Look through the material for lines with the word "Answer", and copy each one.

--- --- ---

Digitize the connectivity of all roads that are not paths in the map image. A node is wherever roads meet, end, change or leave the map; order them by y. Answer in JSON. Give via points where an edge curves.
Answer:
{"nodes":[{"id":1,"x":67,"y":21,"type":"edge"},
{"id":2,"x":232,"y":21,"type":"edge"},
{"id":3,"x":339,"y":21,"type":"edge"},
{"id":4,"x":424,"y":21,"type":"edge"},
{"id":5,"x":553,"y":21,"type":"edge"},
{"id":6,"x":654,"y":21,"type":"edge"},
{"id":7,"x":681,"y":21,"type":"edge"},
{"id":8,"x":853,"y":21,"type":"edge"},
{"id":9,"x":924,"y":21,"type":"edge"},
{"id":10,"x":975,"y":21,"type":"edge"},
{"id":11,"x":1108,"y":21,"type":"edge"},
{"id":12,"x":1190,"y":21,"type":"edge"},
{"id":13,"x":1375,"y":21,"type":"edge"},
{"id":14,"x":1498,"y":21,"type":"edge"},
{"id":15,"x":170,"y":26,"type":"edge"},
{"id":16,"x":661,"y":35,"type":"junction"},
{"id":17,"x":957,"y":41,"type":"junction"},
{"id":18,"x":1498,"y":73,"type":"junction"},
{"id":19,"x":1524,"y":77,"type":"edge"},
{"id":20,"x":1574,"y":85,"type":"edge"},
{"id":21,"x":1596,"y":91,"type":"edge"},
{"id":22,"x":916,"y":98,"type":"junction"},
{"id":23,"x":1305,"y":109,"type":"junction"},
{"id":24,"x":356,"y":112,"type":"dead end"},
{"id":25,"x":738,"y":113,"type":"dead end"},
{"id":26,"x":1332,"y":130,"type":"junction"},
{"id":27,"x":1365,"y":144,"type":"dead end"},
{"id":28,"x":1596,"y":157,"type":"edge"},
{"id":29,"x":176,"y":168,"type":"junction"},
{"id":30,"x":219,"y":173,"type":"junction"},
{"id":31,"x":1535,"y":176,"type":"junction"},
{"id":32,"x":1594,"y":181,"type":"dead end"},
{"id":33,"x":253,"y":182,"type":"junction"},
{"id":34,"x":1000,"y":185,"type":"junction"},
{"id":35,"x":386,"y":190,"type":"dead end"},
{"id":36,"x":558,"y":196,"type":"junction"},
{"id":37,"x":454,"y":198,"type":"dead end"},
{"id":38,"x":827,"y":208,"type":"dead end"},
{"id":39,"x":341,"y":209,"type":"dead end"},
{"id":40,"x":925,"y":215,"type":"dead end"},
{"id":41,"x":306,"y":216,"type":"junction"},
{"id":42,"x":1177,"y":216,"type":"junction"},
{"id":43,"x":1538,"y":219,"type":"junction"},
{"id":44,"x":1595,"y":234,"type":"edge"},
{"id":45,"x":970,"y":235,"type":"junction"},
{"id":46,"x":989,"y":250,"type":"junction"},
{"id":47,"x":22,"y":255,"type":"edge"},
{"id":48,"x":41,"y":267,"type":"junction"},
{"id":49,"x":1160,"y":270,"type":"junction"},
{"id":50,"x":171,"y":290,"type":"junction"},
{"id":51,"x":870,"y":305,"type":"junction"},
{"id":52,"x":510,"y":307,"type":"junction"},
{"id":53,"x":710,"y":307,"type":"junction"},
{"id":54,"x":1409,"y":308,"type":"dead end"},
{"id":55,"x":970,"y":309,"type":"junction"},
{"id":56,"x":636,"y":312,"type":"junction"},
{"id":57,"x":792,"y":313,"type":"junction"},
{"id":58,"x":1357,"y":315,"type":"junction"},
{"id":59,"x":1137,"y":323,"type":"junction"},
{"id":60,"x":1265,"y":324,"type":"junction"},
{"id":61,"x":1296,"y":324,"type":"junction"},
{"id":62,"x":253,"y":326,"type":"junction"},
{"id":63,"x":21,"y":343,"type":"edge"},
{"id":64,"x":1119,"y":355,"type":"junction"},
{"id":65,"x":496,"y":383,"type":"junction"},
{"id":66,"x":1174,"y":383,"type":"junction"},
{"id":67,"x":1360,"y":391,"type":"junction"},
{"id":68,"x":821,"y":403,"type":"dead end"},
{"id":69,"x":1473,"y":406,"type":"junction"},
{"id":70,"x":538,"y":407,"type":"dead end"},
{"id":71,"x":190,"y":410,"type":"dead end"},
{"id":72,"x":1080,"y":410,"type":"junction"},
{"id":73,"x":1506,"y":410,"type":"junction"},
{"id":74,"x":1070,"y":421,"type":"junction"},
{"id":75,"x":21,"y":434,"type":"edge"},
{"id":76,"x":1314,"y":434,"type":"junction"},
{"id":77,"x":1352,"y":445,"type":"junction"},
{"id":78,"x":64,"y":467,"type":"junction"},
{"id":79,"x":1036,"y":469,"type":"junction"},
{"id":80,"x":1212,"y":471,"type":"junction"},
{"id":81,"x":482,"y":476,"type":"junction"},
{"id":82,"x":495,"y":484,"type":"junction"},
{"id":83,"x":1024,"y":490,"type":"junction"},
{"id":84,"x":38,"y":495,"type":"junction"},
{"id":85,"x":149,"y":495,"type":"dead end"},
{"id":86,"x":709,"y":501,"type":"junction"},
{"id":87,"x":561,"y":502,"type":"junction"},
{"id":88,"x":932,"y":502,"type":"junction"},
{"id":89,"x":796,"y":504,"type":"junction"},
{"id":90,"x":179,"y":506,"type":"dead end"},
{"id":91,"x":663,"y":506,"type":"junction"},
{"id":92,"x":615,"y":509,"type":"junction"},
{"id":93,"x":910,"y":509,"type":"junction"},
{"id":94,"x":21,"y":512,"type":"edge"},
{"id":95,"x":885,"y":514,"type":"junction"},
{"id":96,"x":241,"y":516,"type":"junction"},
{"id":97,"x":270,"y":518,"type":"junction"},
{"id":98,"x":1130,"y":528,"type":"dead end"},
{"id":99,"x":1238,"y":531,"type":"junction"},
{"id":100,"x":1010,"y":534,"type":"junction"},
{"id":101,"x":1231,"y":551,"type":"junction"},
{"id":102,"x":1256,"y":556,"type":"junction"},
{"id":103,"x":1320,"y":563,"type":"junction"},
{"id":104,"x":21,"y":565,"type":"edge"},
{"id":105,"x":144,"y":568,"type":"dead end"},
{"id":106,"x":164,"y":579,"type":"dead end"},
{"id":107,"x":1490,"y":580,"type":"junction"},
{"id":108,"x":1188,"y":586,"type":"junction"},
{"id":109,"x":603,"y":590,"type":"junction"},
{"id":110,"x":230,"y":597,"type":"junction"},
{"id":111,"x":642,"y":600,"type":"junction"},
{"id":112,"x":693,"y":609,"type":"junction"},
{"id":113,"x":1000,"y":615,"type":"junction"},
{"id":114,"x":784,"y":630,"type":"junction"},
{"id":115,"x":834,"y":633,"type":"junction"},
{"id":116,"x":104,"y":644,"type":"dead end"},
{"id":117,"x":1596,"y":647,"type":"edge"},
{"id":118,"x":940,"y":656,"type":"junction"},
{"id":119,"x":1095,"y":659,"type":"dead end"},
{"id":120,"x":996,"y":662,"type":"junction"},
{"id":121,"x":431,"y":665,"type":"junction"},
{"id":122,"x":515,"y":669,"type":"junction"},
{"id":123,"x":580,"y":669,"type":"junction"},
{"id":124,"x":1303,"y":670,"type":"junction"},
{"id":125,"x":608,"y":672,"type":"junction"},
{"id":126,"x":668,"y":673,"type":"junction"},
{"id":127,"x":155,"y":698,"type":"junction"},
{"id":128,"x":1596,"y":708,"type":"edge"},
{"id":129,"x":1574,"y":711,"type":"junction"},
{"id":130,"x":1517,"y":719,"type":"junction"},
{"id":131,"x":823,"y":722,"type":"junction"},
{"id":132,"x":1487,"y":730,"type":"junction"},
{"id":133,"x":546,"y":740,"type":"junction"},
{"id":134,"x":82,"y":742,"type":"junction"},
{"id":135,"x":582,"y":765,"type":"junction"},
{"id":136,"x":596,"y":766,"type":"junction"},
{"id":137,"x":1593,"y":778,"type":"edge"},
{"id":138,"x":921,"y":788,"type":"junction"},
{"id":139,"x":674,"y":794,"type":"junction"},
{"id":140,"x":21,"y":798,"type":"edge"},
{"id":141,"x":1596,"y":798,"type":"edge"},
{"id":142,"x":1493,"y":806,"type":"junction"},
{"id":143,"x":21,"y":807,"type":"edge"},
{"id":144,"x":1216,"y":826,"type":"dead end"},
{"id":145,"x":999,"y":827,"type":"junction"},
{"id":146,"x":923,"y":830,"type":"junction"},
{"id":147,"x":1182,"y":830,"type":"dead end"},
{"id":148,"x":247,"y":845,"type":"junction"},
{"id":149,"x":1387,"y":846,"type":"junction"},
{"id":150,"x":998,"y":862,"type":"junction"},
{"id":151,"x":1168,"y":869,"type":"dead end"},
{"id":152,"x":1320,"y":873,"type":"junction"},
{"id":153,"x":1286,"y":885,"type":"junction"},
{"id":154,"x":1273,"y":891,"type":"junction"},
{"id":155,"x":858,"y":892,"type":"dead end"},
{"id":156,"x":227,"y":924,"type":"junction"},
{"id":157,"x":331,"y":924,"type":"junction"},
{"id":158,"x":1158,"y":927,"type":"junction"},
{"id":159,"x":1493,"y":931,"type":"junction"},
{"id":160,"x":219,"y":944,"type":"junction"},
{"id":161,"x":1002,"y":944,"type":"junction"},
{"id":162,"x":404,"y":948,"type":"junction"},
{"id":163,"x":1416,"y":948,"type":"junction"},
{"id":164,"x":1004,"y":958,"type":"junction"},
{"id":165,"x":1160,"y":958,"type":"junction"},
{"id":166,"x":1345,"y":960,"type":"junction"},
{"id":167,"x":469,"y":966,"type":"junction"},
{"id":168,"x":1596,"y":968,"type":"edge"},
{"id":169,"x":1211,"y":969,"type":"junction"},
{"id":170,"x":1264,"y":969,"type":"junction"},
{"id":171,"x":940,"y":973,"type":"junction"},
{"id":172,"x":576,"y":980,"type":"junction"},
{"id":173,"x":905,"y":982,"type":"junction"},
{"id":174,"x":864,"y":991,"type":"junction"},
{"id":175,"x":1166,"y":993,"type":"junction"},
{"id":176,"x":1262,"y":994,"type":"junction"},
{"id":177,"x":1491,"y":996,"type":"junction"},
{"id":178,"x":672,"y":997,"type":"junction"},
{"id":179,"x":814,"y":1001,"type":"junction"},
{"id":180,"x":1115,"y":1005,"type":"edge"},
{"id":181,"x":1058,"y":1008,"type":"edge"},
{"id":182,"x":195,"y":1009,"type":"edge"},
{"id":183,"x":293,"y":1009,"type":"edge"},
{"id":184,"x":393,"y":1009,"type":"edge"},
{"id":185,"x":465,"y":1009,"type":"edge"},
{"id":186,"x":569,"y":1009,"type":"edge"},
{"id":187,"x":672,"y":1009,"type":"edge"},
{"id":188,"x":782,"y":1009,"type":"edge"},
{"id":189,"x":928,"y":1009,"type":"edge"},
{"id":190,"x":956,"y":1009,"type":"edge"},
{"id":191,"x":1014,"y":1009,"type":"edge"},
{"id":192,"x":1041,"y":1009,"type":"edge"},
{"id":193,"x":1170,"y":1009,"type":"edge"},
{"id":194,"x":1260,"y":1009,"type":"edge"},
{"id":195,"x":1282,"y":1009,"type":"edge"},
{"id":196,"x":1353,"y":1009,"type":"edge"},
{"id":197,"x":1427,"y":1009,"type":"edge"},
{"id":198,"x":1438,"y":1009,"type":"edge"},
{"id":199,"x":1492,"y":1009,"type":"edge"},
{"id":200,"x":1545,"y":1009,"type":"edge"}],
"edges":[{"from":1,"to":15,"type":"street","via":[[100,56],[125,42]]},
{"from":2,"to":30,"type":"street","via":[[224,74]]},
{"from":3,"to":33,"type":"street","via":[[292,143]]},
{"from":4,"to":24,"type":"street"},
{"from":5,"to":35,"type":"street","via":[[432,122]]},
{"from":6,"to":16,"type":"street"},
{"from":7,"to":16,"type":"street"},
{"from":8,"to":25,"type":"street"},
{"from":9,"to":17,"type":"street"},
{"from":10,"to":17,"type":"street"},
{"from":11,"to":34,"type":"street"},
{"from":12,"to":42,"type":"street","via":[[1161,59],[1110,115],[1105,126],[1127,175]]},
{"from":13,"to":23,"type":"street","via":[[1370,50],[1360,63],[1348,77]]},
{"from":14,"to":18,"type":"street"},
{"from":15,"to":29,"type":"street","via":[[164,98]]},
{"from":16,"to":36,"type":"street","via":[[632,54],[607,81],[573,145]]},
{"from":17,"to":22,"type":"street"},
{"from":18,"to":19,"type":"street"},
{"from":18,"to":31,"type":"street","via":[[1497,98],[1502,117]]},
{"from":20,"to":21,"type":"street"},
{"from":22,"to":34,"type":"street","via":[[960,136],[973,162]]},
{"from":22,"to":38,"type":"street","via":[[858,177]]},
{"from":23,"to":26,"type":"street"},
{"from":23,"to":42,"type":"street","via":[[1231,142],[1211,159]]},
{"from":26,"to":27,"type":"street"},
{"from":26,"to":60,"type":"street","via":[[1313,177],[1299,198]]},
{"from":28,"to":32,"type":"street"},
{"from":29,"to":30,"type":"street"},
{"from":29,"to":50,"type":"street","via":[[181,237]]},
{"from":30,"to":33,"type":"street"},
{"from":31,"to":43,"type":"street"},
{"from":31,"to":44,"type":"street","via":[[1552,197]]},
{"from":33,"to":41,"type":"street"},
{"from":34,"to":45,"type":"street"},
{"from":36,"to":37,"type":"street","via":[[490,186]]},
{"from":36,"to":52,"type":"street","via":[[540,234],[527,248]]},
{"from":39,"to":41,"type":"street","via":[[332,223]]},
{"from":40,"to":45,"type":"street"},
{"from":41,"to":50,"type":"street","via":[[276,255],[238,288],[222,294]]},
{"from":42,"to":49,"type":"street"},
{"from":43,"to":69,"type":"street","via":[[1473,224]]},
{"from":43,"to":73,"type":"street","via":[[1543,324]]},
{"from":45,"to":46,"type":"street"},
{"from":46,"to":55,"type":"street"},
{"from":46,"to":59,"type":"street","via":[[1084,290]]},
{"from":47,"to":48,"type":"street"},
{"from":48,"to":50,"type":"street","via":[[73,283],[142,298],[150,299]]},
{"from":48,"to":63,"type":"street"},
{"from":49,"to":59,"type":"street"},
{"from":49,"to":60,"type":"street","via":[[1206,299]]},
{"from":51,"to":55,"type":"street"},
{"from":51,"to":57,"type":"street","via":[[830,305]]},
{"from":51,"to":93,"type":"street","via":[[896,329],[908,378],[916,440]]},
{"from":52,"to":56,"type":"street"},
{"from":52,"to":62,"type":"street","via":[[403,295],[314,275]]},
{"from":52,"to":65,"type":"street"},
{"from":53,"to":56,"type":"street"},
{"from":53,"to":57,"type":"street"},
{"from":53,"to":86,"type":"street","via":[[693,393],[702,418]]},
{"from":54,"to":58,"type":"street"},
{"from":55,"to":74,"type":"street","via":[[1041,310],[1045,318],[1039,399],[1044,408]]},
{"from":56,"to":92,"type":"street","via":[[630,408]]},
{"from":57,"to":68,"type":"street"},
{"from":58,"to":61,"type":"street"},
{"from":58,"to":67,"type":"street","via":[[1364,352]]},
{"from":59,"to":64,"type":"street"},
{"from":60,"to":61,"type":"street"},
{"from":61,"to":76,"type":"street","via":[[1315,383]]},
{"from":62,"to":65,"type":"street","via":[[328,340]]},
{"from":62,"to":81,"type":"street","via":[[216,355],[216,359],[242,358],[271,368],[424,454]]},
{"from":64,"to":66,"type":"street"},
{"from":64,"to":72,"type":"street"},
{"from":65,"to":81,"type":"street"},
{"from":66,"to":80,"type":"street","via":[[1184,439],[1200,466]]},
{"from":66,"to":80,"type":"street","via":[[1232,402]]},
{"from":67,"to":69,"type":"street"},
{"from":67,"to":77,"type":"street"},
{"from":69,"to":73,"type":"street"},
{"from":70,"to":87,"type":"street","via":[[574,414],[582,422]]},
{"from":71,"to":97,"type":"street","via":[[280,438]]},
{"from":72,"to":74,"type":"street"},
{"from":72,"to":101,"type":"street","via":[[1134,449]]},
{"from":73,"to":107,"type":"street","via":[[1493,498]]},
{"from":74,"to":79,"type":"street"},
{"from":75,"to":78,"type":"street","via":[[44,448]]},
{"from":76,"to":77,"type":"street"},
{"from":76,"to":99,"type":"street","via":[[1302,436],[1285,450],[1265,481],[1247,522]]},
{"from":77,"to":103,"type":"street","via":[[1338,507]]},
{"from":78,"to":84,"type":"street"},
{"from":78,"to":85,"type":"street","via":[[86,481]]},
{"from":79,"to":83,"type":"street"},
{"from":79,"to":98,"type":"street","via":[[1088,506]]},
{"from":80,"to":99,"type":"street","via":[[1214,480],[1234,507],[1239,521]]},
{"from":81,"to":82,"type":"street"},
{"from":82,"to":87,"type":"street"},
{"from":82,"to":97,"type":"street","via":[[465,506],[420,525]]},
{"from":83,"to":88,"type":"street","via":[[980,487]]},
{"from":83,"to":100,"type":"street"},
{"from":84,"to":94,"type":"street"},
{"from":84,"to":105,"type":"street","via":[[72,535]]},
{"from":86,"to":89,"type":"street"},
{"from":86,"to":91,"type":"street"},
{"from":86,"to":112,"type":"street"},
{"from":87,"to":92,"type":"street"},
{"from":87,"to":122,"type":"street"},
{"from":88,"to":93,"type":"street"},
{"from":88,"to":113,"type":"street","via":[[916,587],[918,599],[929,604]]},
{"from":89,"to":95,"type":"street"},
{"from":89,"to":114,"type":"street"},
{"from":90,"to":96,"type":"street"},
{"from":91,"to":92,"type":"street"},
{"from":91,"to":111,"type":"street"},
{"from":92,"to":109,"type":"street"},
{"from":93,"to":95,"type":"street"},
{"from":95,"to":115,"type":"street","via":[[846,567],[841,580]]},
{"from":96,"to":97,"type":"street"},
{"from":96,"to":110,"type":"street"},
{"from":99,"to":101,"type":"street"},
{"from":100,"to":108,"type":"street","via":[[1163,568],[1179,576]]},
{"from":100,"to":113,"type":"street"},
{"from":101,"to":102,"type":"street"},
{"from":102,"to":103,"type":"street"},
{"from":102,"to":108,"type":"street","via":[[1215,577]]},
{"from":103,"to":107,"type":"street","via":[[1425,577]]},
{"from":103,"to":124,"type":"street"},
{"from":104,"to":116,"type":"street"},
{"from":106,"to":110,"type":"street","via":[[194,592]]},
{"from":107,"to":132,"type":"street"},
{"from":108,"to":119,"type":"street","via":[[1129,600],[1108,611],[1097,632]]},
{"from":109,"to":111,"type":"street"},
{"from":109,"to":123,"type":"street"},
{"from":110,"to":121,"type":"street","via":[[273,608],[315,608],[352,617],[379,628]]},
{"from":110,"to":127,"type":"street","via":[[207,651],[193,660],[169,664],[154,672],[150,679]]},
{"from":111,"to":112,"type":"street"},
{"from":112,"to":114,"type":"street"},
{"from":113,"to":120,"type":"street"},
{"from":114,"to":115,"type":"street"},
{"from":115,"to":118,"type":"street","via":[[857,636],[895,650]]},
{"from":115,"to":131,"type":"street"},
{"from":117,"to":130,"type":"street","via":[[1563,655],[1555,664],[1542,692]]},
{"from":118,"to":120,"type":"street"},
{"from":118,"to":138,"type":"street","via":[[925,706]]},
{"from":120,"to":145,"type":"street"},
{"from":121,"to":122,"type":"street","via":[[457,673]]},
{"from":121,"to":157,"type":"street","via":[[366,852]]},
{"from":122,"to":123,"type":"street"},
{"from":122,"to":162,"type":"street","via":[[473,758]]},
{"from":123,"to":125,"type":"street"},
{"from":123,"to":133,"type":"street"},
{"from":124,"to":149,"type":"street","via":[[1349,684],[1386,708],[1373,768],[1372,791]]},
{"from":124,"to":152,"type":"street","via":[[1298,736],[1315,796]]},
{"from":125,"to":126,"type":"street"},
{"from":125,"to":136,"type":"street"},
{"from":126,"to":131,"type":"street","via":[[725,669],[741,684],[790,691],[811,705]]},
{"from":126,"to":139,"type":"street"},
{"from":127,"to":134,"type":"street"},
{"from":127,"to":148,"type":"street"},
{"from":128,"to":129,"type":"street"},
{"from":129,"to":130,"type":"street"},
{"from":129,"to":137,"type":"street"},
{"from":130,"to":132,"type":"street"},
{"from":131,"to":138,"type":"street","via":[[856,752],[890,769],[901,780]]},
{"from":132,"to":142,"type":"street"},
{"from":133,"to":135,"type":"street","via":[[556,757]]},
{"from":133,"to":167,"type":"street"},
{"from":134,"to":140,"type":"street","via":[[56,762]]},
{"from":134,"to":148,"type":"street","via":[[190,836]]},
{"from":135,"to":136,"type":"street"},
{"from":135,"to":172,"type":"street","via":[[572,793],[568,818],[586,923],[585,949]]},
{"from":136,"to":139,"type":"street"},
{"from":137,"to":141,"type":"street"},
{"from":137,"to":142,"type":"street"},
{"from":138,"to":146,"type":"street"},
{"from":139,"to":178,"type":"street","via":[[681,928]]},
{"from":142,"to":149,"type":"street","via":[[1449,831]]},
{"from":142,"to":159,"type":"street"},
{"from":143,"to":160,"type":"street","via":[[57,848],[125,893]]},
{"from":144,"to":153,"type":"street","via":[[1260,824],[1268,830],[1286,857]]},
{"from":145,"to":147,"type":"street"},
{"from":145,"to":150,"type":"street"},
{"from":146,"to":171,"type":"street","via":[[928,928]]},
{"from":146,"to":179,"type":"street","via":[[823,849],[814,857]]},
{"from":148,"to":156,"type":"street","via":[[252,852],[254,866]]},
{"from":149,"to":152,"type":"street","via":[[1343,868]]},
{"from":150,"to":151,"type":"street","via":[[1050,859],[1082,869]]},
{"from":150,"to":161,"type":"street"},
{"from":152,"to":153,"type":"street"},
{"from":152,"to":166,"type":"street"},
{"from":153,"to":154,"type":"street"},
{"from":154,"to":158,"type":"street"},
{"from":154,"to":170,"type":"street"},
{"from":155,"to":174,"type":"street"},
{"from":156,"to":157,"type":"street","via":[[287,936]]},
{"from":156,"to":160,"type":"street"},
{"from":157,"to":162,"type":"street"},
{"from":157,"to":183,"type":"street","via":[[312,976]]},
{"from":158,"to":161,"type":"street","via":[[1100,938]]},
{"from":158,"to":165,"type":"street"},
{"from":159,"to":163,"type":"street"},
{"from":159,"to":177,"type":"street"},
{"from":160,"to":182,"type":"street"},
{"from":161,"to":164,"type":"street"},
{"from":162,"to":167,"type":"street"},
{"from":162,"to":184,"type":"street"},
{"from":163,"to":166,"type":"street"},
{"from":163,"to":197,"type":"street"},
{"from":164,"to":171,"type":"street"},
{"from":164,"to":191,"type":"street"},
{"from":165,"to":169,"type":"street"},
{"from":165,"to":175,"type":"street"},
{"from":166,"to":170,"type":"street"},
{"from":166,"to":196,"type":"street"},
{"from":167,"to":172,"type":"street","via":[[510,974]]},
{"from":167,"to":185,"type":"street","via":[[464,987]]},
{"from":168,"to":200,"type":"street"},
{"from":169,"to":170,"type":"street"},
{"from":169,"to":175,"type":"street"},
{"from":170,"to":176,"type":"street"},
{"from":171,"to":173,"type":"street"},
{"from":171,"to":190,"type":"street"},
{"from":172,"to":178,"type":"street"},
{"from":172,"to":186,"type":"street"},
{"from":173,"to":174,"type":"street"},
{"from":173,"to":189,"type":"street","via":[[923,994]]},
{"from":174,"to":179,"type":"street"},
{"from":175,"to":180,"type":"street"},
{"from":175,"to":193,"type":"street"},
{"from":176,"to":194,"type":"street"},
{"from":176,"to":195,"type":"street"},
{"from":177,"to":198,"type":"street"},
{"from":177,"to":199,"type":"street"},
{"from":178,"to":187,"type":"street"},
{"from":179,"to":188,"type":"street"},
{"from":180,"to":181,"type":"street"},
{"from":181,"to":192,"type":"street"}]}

--- --- ---

### SOLUTION
Digitize the connectivity of all roads that are not paths in the map image. A node is wherever roads meet, end, change or leave the map; order them by y. Answer in JSON. Give via points where an edge curves.
Answer:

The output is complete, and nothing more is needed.